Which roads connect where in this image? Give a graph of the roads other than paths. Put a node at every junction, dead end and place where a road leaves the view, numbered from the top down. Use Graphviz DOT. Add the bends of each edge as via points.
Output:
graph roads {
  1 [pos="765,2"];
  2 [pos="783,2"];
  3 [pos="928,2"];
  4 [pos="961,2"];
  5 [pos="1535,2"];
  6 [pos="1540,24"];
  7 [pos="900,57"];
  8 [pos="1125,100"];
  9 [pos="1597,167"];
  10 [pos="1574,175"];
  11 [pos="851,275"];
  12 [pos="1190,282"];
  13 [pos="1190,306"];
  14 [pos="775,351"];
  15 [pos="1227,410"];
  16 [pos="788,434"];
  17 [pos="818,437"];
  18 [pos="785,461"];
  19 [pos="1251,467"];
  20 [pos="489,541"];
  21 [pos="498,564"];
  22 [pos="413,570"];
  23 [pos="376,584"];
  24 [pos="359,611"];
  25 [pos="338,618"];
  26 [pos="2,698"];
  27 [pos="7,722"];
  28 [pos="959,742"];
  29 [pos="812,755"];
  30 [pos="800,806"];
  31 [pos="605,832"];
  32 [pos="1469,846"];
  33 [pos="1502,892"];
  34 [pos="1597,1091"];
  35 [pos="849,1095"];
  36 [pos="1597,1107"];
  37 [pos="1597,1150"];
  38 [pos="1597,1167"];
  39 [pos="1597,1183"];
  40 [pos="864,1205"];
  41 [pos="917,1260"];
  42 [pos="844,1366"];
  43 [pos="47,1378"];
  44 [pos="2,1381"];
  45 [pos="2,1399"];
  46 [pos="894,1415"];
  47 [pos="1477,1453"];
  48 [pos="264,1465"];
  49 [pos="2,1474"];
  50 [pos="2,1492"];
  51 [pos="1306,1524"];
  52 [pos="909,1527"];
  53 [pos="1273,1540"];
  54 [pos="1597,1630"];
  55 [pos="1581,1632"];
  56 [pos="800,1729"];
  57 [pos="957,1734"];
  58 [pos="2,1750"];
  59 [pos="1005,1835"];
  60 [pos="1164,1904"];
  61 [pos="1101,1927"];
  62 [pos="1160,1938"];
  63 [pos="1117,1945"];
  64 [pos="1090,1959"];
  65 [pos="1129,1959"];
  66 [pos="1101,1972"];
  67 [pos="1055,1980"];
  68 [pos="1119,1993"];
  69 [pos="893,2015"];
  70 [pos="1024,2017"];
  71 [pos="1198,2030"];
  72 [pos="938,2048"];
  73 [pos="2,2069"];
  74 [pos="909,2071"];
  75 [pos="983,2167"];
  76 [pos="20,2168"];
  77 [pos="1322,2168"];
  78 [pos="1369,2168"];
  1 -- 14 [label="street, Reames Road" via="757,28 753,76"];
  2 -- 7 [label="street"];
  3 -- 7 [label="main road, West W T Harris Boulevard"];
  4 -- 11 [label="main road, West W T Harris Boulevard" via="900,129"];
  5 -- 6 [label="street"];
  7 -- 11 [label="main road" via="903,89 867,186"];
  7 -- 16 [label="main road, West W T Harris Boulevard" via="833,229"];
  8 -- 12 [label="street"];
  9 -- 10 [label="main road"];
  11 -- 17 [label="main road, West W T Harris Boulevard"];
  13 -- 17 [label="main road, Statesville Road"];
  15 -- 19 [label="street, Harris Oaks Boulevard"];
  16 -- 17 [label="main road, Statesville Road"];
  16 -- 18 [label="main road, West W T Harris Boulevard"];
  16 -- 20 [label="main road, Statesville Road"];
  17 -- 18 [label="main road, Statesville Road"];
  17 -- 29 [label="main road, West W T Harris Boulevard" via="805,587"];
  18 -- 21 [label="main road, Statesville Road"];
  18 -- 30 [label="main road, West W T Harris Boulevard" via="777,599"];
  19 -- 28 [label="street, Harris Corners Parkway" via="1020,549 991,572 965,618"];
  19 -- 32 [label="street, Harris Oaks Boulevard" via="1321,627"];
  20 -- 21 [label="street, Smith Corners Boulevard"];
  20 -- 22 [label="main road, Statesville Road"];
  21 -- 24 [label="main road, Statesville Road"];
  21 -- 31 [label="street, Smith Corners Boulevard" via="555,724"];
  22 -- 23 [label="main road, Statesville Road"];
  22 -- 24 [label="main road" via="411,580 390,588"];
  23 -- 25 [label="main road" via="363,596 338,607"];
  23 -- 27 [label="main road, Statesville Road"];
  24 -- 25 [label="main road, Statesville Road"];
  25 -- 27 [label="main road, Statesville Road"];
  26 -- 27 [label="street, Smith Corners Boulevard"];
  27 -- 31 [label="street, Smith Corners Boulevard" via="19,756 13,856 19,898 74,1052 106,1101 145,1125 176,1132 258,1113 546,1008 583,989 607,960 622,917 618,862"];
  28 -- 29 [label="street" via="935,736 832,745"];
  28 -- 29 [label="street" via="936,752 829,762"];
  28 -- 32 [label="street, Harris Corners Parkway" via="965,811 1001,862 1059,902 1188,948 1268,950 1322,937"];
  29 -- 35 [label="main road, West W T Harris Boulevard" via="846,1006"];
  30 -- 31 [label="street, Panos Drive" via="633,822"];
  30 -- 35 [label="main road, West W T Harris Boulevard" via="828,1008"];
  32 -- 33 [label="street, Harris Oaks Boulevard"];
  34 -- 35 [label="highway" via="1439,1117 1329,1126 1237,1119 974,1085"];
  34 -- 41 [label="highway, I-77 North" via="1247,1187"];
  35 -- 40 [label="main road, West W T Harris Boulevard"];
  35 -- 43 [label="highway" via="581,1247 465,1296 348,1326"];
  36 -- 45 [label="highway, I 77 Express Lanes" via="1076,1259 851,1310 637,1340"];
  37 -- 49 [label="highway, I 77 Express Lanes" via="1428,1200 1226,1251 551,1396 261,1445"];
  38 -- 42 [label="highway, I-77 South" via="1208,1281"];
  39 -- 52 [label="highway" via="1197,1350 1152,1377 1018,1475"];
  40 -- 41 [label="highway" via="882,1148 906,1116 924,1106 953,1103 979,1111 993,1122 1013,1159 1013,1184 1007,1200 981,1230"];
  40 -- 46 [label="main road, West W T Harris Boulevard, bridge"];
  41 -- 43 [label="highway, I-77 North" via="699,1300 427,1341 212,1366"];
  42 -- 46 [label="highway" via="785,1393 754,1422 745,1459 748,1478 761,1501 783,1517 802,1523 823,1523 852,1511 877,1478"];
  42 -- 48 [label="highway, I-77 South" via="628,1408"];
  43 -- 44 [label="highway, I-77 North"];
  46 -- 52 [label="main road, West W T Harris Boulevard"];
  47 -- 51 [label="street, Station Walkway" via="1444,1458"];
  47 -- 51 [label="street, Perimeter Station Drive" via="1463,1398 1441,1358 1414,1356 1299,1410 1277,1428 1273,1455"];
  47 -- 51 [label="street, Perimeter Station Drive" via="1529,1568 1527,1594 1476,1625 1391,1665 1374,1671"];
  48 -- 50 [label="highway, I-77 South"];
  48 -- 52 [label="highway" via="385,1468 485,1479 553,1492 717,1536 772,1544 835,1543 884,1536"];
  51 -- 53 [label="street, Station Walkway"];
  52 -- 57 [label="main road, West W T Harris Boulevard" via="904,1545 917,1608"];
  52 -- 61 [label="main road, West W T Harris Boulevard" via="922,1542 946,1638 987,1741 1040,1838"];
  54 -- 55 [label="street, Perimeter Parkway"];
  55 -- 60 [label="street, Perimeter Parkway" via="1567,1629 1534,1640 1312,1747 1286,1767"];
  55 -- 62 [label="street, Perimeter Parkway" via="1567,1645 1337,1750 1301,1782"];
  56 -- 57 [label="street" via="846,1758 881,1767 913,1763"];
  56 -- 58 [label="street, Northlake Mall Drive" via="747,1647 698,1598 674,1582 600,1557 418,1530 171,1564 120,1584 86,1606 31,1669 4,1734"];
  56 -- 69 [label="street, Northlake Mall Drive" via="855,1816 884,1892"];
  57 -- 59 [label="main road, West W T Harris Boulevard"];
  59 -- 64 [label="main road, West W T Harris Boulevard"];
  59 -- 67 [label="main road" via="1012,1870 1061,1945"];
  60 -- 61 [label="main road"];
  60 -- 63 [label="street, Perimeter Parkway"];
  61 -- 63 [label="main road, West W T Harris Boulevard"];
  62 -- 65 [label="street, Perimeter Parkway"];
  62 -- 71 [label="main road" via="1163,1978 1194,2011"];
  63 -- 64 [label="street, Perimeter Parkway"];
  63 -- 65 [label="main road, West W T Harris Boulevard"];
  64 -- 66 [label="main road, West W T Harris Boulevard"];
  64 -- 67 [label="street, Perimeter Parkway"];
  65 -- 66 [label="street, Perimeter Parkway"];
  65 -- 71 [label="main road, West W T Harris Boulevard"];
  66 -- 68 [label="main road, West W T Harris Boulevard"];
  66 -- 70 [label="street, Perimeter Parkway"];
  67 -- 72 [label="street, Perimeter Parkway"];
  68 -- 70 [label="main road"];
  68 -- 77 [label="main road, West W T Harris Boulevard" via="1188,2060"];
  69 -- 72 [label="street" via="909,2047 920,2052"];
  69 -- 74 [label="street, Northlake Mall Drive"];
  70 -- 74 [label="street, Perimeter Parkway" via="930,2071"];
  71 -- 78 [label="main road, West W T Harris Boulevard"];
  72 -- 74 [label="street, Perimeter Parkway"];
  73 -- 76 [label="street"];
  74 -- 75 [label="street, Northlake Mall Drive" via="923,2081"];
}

* Assignment *
Whenever the string "roads" shows up in a line of the entries, copy that line.

* Expected answer *
Which roads connect where in this image? Give a graph of the roads other than paths. Put a node at every junction, dead end and place where a road leaves the view, numbered from the top down. Use Graphviz DOT. Add the bends of each edge as via points.
graph roads {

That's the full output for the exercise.